Saved data entries
****
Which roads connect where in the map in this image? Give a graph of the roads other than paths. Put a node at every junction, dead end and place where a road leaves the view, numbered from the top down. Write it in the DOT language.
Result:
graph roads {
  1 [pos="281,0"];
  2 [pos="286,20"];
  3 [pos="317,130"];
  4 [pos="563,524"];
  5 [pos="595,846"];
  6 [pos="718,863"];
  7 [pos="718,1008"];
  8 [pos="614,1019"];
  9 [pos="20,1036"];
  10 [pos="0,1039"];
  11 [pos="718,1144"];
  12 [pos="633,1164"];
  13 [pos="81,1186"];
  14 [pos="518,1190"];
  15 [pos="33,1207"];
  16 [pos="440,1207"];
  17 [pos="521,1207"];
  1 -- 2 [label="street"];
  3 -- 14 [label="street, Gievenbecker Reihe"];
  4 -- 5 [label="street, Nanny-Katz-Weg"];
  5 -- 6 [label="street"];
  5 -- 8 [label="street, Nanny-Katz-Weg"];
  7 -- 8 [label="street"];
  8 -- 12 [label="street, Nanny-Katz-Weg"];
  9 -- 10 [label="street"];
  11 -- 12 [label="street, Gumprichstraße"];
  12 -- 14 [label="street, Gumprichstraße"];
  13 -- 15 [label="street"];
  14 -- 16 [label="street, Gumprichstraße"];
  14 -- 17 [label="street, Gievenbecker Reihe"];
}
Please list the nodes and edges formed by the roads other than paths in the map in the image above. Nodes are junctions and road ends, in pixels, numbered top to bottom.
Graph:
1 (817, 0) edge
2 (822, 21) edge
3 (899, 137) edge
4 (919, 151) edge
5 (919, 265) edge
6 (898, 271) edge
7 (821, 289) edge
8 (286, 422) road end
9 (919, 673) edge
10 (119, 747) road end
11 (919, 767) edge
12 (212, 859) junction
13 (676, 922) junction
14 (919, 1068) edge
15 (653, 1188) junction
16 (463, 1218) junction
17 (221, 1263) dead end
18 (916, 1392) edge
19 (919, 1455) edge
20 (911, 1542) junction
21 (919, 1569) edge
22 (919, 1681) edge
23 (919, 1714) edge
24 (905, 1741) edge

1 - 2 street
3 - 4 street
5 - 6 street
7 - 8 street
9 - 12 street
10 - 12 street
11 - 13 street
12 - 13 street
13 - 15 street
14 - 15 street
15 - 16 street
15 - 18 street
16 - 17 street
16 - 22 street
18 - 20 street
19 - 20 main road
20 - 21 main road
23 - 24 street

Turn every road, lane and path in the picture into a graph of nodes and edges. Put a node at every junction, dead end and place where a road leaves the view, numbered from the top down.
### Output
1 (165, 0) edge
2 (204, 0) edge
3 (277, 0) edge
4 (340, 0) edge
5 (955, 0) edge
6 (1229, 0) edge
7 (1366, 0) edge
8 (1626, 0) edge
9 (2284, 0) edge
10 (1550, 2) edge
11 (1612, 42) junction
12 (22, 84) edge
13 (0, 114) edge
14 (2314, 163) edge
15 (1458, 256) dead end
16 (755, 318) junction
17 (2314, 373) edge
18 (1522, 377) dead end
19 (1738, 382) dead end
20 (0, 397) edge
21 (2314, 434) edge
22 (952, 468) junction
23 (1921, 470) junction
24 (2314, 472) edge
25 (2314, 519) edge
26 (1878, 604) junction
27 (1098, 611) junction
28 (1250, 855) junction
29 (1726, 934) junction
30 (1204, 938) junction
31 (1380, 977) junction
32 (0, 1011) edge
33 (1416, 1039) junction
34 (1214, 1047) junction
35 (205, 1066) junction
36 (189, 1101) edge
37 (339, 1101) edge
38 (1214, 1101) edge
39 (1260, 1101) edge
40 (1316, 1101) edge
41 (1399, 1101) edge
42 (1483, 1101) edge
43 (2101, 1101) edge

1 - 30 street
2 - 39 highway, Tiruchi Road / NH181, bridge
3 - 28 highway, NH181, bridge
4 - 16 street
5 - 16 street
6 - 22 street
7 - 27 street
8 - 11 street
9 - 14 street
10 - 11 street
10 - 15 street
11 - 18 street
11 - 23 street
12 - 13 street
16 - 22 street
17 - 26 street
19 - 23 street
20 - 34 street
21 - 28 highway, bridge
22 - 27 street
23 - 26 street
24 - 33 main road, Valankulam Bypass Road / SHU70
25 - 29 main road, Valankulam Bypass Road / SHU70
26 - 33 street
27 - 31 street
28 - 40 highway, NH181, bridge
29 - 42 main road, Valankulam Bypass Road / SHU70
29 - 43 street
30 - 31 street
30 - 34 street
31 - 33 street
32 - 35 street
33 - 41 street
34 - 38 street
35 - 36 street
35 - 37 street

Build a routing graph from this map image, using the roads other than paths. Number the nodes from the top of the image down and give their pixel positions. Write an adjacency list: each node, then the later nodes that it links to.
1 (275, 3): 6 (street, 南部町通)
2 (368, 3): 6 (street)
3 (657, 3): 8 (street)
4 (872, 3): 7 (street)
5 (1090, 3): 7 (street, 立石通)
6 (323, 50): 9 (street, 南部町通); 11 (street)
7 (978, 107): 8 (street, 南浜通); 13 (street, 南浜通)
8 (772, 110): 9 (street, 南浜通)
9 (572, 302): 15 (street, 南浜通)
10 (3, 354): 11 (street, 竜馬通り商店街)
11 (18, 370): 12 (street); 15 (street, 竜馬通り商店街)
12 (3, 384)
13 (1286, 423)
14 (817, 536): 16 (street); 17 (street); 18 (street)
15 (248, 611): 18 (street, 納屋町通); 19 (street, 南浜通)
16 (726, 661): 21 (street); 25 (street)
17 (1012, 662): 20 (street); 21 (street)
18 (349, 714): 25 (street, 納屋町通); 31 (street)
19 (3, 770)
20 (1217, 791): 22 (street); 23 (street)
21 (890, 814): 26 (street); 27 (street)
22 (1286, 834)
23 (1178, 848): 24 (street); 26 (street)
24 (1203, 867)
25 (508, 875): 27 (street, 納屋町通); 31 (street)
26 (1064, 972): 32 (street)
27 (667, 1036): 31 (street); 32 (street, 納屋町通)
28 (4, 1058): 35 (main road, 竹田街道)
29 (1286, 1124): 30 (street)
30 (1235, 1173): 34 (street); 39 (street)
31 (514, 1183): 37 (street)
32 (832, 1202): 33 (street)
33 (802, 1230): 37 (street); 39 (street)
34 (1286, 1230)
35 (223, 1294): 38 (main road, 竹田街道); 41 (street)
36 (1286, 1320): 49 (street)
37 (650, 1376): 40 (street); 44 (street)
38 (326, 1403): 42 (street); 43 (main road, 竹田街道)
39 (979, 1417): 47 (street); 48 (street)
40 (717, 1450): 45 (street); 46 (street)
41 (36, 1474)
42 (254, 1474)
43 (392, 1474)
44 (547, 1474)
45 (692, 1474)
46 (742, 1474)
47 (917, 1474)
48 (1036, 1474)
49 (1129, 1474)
****
So that nothing is lost, transcribe each entry exactly as written.

Which roads connect where in the map in this image? Give a graph of the roads other than paths. Put a node at every junction, dead end and place where a road leaves the view, numbered from the top down. Write it in the DOT language.
Result:
graph roads {
  1 [pos="281,0"];
  2 [pos="286,20"];
  3 [pos="317,130"];
  4 [pos="563,524"];
  5 [pos="595,846"];
  6 [pos="718,863"];
  7 [pos="718,1008"];
  8 [pos="614,1019"];
  9 [pos="20,1036"];
  10 [pos="0,1039"];
  11 [pos="718,1144"];
  12 [pos="633,1164"];
  13 [pos="81,1186"];
  14 [pos="518,1190"];
  15 [pos="33,1207"];
  16 [pos="440,1207"];
  17 [pos="521,1207"];
  1 -- 2 [label="street"];
  3 -- 14 [label="street, Gievenbecker Reihe"];
  4 -- 5 [label="street, Nanny-Katz-Weg"];
  5 -- 6 [label="street"];
  5 -- 8 [label="street, Nanny-Katz-Weg"];
  7 -- 8 [label="street"];
  8 -- 12 [label="street, Nanny-Katz-Weg"];
  9 -- 10 [label="street"];
  11 -- 12 [label="street, Gumprichstraße"];
  12 -- 14 [label="street, Gumprichstraße"];
  13 -- 15 [label="street"];
  14 -- 16 [label="street, Gumprichstraße"];
  14 -- 17 [label="street, Gievenbecker Reihe"];
}
Please list the nodes and edges formed by the roads other than paths in the map in the image above. Nodes are junctions and road ends, in pixels, numbered top to bottom.
Graph:
1 (817, 0) edge
2 (822, 21) edge
3 (899, 137) edge
4 (919, 151) edge
5 (919, 265) edge
6 (898, 271) edge
7 (821, 289) edge
8 (286, 422) road end
9 (919, 673) edge
10 (119, 747) road end
11 (919, 767) edge
12 (212, 859) junction
13 (676, 922) junction
14 (919, 1068) edge
15 (653, 1188) junction
16 (463, 1218) junction
17 (221, 1263) dead end
18 (916, 1392) edge
19 (919, 1455) edge
20 (911, 1542) junction
21 (919, 1569) edge
22 (919, 1681) edge
23 (919, 1714) edge
24 (905, 1741) edge

1 - 2 street
3 - 4 street
5 - 6 street
7 - 8 street
9 - 12 street
10 - 12 street
11 - 13 street
12 - 13 street
13 - 15 street
14 - 15 street
15 - 16 street
15 - 18 street
16 - 17 street
16 - 22 street
18 - 20 street
19 - 20 main road
20 - 21 main road
23 - 24 street

Turn every road, lane and path in the picture into a graph of nodes and edges. Put a node at every junction, dead end and place where a road leaves the view, numbered from the top down.
### Output
1 (165, 0) edge
2 (204, 0) edge
3 (277, 0) edge
4 (340, 0) edge
5 (955, 0) edge
6 (1229, 0) edge
7 (1366, 0) edge
8 (1626, 0) edge
9 (2284, 0) edge
10 (1550, 2) edge
11 (1612, 42) junction
12 (22, 84) edge
13 (0, 114) edge
14 (2314, 163) edge
15 (1458, 256) dead end
16 (755, 318) junction
17 (2314, 373) edge
18 (1522, 377) dead end
19 (1738, 382) dead end
20 (0, 397) edge
21 (2314, 434) edge
22 (952, 468) junction
23 (1921, 470) junction
24 (2314, 472) edge
25 (2314, 519) edge
26 (1878, 604) junction
27 (1098, 611) junction
28 (1250, 855) junction
29 (1726, 934) junction
30 (1204, 938) junction
31 (1380, 977) junction
32 (0, 1011) edge
33 (1416, 1039) junction
34 (1214, 1047) junction
35 (205, 1066) junction
36 (189, 1101) edge
37 (339, 1101) edge
38 (1214, 1101) edge
39 (1260, 1101) edge
40 (1316, 1101) edge
41 (1399, 1101) edge
42 (1483, 1101) edge
43 (2101, 1101) edge

1 - 30 street
2 - 39 highway, Tiruchi Road / NH181, bridge
3 - 28 highway, NH181, bridge
4 - 16 street
5 - 16 street
6 - 22 street
7 - 27 street
8 - 11 street
9 - 14 street
10 - 11 street
10 - 15 street
11 - 18 street
11 - 23 street
12 - 13 street
16 - 22 street
17 - 26 street
19 - 23 street
20 - 34 street
21 - 28 highway, bridge
22 - 27 street
23 - 26 street
24 - 33 main road, Valankulam Bypass Road / SHU70
25 - 29 main road, Valankulam Bypass Road / SHU70
26 - 33 street
27 - 31 street
28 - 40 highway, NH181, bridge
29 - 42 main road, Valankulam Bypass Road / SHU70
29 - 43 street
30 - 31 street
30 - 34 street
31 - 33 street
32 - 35 street
33 - 41 street
34 - 38 street
35 - 36 street
35 - 37 street

Build a routing graph from this map image, using the roads other than paths. Number the nodes from the top of the image down and give their pixel positions. Write an adjacency list: each node, then the later nodes that it links to.
1 (275, 3): 6 (street, 南部町通)
2 (368, 3): 6 (street)
3 (657, 3): 8 (street)
4 (872, 3): 7 (street)
5 (1090, 3): 7 (street, 立石通)
6 (323, 50): 9 (street, 南部町通); 11 (street)
7 (978, 107): 8 (street, 南浜通); 13 (street, 南浜通)
8 (772, 110): 9 (street, 南浜通)
9 (572, 302): 15 (street, 南浜通)
10 (3, 354): 11 (street, 竜馬通り商店街)
11 (18, 370): 12 (street); 15 (street, 竜馬通り商店街)
12 (3, 384)
13 (1286, 423)
14 (817, 536): 16 (street); 17 (street); 18 (street)
15 (248, 611): 18 (street, 納屋町通); 19 (street, 南浜通)
16 (726, 661): 21 (street); 25 (street)
17 (1012, 662): 20 (street); 21 (street)
18 (349, 714): 25 (street, 納屋町通); 31 (street)
19 (3, 770)
20 (1217, 791): 22 (street); 23 (street)
21 (890, 814): 26 (street); 27 (street)
22 (1286, 834)
23 (1178, 848): 24 (street); 26 (street)
24 (1203, 867)
25 (508, 875): 27 (street, 納屋町通); 31 (street)
26 (1064, 972): 32 (street)
27 (667, 1036): 31 (street); 32 (street, 納屋町通)
28 (4, 1058): 35 (main road, 竹田街道)
29 (1286, 1124): 30 (street)
30 (1235, 1173): 34 (street); 39 (street)
31 (514, 1183): 37 (street)
32 (832, 1202): 33 (street)
33 (802, 1230): 37 (street); 39 (street)
34 (1286, 1230)
35 (223, 1294): 38 (main road, 竹田街道); 41 (street)
36 (1286, 1320): 49 (street)
37 (650, 1376): 40 (street); 44 (street)
38 (326, 1403): 42 (street); 43 (main road, 竹田街道)
39 (979, 1417): 47 (street); 48 (street)
40 (717, 1450): 45 (street); 46 (street)
41 (36, 1474)
42 (254, 1474)
43 (392, 1474)
44 (547, 1474)
45 (692, 1474)
46 (742, 1474)
47 (917, 1474)
48 (1036, 1474)
49 (1129, 1474)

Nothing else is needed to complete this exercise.